Sushma kk is a well known author of cooking books


Rajasthan- known for its tradition of chivalry, its forts, palaces and havelis, its colourful clothes and festivals- is also famous for its delectable and varied cuisine. The taste of the kachodas of Naseerabad, the onion kachories, and mirchi bada of Jodhpur, the corn kachories of Udaipur, the jakorva puri and karela chaat from Bikaner, are just some examples of the regional specialties offered by this province composed of erstwhile princely states. The influence of princely cuisine can be seen in the chakki curry, kabuli, govind gatte, bikaneri khichda, kheech, mawa kachoris, diljani, bakli, and gulab sakri and scores of other vegetarian and non vegetarian dishes. In the royal kitchens, the use of clarified butter as a cooking medium was the order of the day. This gave the food a special taste. To obtain this taste, garlic chutney, onion-potato vegetable, bajra khichra, green chillies taporas are still prepared in clarified butter, particularly on special occasions.

The culinary tradition of Rajasthan is also deeply marked by the climatic conditions prevailing in a desert region. These were not conducive to the cultivation of vegetables except during the rainy season. With transport facilities also fairly undeveloped till recently, preservation techniques like dehydration and pickling were employed so that the vegetables grown in this brief period could be used during the rest of the year. A variety of dishes, now popular as Rajasthani specialities, like panchakuta, kair sangri kadhi, and kachri chutney were created from these dried vegetables. Pickles of kair, lesua, garlic, avla and green chilli also had their place in everyday food. One must also not forget to mention Aloe vera (gwarpatha) which thrived in this region and was available round the year. Known for its unique medicinal properties, the plant was used to prepare a host of dishes- ladoos, kanji, pickle, to name only some. Among pulses and grains, those that required less water were grown here: chana, moong , moth and bajra. These became the base for the preparation of many dishes which are typical to Rajasthan: besan gatte, mangodi, mota dana, bajra bedvi etc. Batee is another specialty for which Rajasthan is known. This bread is tastiest when prepared on ‘kandas’ (cow dung cakes) and batee, dal churma is the preferred menu in picnics ‘goths’ in the rainy season. In addition, batees can be preserved for a long time as evidenced from recent excavations in Jalor in which some batees, believed to have been buried in the sand by soldiers, were discovered.

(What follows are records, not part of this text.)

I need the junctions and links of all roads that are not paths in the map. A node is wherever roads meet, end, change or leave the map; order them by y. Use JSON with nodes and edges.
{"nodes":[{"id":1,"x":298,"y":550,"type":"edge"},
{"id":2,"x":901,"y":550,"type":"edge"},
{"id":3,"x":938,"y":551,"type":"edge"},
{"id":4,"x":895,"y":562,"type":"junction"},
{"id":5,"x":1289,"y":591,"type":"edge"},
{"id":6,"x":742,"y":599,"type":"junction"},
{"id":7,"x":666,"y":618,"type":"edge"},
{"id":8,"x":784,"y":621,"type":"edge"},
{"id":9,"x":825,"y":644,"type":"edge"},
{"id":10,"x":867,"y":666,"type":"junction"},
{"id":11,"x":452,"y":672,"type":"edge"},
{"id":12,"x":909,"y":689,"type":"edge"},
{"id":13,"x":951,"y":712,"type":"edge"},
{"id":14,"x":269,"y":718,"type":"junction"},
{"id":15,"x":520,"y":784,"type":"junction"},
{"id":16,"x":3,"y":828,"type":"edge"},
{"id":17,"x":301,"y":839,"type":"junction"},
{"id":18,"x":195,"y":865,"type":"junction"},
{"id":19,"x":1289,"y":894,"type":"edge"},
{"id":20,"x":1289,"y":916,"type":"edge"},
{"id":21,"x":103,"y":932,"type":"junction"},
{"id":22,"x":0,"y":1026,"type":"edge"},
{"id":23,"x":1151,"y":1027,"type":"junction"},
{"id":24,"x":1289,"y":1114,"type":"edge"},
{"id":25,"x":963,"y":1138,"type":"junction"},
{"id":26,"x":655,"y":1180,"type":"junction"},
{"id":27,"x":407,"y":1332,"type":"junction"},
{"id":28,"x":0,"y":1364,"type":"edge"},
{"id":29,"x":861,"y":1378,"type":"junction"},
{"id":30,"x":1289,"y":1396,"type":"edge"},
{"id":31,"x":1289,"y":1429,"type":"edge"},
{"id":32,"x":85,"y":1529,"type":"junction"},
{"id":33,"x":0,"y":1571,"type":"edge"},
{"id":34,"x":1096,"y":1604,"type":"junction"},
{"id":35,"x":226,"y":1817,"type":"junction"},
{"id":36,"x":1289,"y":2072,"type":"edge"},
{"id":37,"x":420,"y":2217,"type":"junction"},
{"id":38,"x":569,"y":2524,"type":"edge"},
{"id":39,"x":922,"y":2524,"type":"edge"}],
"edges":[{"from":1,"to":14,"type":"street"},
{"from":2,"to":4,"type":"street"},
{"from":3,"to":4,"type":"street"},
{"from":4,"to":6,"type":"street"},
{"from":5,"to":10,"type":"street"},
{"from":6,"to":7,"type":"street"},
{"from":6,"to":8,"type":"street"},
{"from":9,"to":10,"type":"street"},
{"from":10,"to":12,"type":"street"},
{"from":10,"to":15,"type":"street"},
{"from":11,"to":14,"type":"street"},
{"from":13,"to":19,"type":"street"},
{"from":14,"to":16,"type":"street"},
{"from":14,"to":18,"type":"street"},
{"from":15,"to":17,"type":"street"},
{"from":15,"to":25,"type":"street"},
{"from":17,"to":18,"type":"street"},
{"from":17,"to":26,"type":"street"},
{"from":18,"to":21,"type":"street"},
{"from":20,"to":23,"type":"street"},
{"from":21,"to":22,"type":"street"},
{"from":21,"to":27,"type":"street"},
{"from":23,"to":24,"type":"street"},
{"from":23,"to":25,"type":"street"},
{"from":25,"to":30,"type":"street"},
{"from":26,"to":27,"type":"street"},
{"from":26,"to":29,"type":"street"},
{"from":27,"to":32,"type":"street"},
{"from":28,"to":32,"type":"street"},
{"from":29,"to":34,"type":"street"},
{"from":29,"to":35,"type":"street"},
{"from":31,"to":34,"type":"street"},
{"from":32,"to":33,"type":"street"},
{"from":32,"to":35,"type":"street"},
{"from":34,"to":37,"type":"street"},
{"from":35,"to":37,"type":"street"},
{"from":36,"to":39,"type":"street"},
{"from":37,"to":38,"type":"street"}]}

In this book, I have tried to present recipes which represent the culinary traditions of different regions of Rajasthan in their contemporary form but cooked in the modern kitchen. The credit for making it possible for these recipes to reach the reader goes entirely to my husband, K.K. Agarwal who gave guidance at every step in the preparation of the book. A gourmet and a jeweller, he not only kept up my enthusiasm but also contributed the photographs of the dishes and the cookery techniques in this book. My thanks are also due to Dainik Bhaskar, Rajasthan Patrika and several other magazines which have published my recipes from time to time. I am also grateful to my son Taru who typed the manuscript and above all, to my readers who, by appreciating my earlier works, inspired me to write yet another book.